Université de Potsdam
Des chercheurs de l’Université de Potsdam ont étudié les propriétés physiques telles que le transport de charge et la dynamique d’excitation dans des matériaux nouvellement synthétisés et dans le composant fini. En combinant des simulations stationnaires et transitoires, ils ont pu déterminer quels processus limitent l’efficacité des diodes électroluminescentes et ceux qui déterminent le vieillissement des composants.
Université de Regensburg (représentée par deux chaires)

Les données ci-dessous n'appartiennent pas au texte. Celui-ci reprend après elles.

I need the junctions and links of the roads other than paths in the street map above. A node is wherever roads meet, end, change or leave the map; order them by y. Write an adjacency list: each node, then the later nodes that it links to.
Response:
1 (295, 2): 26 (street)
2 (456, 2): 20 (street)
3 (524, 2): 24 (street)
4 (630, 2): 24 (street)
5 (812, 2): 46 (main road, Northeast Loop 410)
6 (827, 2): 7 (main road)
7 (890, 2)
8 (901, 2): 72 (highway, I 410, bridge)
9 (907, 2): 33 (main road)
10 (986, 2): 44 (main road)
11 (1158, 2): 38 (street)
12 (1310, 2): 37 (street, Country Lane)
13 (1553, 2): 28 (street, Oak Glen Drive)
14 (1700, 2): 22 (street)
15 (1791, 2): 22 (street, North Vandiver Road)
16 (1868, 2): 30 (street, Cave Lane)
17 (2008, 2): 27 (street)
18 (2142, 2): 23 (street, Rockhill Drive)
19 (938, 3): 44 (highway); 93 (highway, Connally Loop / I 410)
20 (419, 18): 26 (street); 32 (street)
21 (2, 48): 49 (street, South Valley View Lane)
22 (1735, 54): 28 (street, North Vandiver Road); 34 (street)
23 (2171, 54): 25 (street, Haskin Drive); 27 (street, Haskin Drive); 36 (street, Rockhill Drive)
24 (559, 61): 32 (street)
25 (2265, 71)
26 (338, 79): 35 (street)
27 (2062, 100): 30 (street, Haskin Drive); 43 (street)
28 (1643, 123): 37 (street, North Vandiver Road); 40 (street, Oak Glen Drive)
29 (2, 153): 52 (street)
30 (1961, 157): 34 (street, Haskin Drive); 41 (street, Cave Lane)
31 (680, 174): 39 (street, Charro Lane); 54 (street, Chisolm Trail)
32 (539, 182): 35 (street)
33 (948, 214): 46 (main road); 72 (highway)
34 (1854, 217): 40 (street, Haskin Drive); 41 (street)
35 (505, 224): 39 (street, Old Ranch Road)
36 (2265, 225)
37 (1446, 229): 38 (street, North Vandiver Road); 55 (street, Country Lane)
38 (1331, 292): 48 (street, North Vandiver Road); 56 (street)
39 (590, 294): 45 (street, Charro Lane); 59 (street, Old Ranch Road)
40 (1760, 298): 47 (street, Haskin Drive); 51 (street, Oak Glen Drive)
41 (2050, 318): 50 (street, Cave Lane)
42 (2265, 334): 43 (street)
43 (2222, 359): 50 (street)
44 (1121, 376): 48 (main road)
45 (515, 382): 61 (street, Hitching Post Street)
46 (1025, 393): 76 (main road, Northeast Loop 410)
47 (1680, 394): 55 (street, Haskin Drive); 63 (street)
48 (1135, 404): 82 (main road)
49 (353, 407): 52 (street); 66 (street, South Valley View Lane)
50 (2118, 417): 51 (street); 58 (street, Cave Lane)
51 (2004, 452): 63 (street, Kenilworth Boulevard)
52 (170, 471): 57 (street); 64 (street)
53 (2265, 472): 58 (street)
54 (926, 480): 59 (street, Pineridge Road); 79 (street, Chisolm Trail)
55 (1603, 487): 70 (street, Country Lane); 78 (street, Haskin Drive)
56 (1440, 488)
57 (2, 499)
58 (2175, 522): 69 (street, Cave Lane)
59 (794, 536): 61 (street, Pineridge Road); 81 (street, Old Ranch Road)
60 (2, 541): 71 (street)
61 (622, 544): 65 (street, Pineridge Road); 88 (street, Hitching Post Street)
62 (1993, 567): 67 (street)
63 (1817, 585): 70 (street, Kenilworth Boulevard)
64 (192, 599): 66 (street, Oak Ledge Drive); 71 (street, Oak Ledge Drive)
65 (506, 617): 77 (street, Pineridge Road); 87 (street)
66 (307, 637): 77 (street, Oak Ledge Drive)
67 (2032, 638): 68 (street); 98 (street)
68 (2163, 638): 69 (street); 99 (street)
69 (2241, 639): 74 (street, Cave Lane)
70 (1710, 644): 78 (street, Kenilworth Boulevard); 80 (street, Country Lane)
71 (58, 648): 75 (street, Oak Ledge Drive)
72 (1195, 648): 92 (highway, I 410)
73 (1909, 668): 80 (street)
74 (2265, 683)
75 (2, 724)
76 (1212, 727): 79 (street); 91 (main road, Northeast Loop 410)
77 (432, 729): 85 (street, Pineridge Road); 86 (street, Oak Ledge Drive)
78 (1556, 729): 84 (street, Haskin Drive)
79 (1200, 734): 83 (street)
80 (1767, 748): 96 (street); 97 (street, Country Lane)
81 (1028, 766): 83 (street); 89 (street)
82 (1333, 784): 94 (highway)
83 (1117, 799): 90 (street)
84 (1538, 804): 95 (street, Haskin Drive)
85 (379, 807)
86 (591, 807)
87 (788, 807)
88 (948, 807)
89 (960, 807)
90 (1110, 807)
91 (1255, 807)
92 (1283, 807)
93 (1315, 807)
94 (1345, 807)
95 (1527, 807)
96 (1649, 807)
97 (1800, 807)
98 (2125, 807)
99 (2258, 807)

Dans le groupe du professeur Yersin, de nouvelles classes d’émetteurs à forte et faible interaction métal-métal ont été développées, montrant l’effet de récolte du singulet découvert à Regensburg. Cela permet de réaliser des émetteurs très efficaces pour OLEDs à base de complexes de cuivre très économiques. Ces travaux sur la récolte du singulet avec de nouveaux émetteurs issus de complexes de cuivre ont été récompensés en avril 2012 par un prix d’innovation lors de la conférence internationale « SPIE Organic Photonics » à Bruxelles.
Par ailleurs, dans le groupe du professeur König, des bibliothèques d’émetteurs ont été synthétisées selon un protocole simple et combinatoire. Pour une identification rapide et quasi automatisée de chaque émetteur, ainsi que pour l’étude de leur photostabilité, un système de criblage a été développé. Le comportement de dégradation de nombreuses substances a ainsi pu être étudié, permettant de tirer des conclusions sur différents mécanismes de dégradation.
Université de Tübingen (représentée par deux chaires)
Les groupes de Tübingen ont fourni de nouvelles composés métallométalliques, pouvant servir de molécules luminescentes dans les OLEDs. Des synthèses chimiques ont permis de réaliser des complexes de coordination de rhodium, iridium, palladium, platine, cuivre, argent et or, qui ont été caractérisés, et de nouvelles structures porteuses prometteuses pour les matériaux émetteurs ont été développées.